■ Work request
Each line from the one containing "ring mcp: (110, 326)" to the last line of the listing below must be reproduced exactly, and nothing more.

(Entries provided)

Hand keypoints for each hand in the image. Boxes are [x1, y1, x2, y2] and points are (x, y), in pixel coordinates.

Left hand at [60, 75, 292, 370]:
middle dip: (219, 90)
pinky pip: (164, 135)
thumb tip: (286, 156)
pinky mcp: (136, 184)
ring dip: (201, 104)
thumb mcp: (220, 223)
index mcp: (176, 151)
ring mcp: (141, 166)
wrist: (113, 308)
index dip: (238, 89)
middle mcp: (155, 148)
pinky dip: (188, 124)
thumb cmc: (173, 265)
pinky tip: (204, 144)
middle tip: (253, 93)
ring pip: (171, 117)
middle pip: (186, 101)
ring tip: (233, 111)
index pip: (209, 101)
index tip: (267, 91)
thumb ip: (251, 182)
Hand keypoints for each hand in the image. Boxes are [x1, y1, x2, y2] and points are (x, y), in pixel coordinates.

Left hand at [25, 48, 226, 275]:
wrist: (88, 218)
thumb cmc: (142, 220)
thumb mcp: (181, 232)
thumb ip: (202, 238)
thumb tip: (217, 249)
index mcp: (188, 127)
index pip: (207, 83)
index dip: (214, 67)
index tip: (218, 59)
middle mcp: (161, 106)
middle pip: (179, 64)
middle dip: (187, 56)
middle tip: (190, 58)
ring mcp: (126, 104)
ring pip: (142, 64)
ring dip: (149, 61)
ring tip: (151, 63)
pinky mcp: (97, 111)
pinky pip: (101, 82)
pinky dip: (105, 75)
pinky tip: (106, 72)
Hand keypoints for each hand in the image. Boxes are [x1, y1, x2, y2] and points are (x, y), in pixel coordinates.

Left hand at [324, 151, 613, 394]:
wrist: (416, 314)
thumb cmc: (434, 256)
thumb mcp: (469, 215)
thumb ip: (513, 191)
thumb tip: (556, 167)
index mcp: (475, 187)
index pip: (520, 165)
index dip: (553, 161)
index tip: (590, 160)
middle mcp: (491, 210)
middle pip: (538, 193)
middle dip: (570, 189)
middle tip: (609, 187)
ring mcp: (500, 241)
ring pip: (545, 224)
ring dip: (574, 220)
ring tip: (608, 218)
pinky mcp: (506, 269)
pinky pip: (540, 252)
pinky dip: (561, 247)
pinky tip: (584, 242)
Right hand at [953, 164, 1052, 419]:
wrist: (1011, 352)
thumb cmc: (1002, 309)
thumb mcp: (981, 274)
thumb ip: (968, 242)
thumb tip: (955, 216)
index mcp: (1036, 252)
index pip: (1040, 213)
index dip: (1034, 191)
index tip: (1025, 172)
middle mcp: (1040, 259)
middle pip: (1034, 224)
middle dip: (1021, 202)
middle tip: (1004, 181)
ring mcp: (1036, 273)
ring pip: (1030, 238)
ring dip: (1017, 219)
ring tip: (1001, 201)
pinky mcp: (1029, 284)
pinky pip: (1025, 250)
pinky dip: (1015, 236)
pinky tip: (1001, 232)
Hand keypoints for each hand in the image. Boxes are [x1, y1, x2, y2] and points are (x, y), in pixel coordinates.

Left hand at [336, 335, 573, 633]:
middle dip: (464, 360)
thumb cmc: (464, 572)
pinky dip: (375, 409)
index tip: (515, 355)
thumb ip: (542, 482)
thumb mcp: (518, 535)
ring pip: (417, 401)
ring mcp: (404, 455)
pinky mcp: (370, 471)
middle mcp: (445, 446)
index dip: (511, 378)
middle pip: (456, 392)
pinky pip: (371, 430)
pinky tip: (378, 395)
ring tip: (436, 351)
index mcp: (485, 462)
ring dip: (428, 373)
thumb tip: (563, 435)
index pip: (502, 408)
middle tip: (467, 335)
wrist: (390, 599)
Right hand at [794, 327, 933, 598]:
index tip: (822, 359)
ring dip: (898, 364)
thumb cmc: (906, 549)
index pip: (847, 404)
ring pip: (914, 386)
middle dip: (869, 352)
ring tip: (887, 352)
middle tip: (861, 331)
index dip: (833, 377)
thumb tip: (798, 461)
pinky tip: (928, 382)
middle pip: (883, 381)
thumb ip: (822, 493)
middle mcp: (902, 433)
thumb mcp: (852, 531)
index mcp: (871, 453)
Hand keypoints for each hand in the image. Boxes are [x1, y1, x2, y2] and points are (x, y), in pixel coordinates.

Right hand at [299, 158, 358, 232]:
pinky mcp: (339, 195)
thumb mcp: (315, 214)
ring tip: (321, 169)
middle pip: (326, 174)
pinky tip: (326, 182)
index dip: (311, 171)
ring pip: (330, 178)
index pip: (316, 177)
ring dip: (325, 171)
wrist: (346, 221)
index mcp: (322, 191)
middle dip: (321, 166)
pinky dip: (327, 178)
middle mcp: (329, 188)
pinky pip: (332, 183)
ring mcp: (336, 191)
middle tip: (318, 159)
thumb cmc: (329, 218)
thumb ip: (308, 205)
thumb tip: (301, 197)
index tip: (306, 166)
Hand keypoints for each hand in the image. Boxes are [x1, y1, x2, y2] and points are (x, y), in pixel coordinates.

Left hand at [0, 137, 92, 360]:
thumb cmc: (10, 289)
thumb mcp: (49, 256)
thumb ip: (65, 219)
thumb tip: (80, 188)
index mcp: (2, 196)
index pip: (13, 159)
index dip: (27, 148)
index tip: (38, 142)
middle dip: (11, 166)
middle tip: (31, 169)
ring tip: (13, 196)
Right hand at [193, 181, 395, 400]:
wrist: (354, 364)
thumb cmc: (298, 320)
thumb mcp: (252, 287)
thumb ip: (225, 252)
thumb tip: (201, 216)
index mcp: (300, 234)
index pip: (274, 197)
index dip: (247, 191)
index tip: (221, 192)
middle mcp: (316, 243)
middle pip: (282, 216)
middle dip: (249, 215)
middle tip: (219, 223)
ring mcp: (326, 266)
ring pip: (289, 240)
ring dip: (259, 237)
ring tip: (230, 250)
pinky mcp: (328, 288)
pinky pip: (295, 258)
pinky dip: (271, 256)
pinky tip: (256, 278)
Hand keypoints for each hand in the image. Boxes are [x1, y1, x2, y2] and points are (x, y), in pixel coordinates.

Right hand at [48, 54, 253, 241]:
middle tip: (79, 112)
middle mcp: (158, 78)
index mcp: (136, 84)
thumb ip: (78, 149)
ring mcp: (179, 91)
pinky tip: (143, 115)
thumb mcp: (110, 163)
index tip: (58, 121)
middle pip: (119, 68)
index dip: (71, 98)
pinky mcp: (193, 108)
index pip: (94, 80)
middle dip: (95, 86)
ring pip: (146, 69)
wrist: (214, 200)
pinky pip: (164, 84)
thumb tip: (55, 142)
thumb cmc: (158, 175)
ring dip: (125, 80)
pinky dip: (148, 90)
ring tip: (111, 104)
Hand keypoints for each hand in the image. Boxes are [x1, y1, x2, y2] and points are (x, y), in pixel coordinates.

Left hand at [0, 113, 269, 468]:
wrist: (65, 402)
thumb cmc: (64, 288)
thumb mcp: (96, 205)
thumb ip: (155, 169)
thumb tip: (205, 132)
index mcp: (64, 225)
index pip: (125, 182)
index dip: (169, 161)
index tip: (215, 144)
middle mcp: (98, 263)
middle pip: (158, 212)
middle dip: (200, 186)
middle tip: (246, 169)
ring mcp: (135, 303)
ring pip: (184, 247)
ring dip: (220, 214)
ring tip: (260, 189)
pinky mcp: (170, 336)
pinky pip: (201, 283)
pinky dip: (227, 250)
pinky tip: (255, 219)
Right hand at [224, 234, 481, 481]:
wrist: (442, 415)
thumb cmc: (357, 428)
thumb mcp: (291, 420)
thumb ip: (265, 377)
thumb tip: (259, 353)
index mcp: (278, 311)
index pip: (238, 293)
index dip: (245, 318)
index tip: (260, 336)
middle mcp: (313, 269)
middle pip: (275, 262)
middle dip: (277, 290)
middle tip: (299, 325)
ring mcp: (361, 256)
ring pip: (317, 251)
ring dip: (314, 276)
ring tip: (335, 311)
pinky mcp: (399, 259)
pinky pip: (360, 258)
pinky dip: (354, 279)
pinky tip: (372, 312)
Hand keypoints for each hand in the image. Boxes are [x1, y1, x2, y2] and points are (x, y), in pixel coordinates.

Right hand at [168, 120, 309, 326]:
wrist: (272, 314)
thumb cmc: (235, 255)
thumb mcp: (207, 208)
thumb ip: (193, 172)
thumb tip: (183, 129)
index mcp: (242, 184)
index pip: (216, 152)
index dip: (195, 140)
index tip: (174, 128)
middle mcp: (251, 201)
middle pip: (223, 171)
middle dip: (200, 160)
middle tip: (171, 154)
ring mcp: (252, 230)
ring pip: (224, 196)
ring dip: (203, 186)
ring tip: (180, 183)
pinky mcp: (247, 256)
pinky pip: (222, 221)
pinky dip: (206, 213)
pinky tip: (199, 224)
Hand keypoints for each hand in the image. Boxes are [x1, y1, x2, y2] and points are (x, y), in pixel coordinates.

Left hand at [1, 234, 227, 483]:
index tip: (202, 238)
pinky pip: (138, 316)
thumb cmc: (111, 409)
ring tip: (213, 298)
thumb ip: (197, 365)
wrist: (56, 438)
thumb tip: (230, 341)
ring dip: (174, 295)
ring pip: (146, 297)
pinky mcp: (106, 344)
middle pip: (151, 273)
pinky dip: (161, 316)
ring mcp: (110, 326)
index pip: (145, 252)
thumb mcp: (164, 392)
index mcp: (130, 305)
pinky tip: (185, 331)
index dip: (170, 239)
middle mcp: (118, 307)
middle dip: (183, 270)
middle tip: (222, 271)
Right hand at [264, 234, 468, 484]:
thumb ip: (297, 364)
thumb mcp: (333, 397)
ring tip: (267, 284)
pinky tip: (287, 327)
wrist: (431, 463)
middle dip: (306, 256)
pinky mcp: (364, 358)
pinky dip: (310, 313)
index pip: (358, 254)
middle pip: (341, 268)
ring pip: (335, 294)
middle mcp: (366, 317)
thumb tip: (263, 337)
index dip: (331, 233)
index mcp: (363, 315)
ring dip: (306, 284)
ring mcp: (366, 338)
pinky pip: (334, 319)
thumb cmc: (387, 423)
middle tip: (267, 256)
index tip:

(End Entries provided)

■ Exercise answer
ring mcp: (110, 326)
index pip: (145, 252)
thumb mcp: (164, 392)
index mcp: (130, 305)
pinky tip: (185, 331)
index dip: (170, 239)
middle mcp: (118, 307)
middle dip: (183, 270)
middle tip: (222, 271)
Right hand at [264, 234, 468, 484]:
thumb ip: (297, 364)
thumb mcp: (333, 397)
ring tip: (267, 284)
pinky tip: (287, 327)
wrist: (431, 463)
middle dip: (306, 256)
pinky mcp: (364, 358)
pinky dip: (310, 313)
index pip: (358, 254)
middle pip: (341, 268)
ring pip: (335, 294)
middle mcp: (366, 317)
thumb tip: (263, 337)
index dip: (331, 233)
index mcp: (363, 315)
ring dip: (306, 284)
ring mcp: (366, 338)
pinky pip: (334, 319)
thumb cmc: (387, 423)
middle tip: (267, 256)
index tip:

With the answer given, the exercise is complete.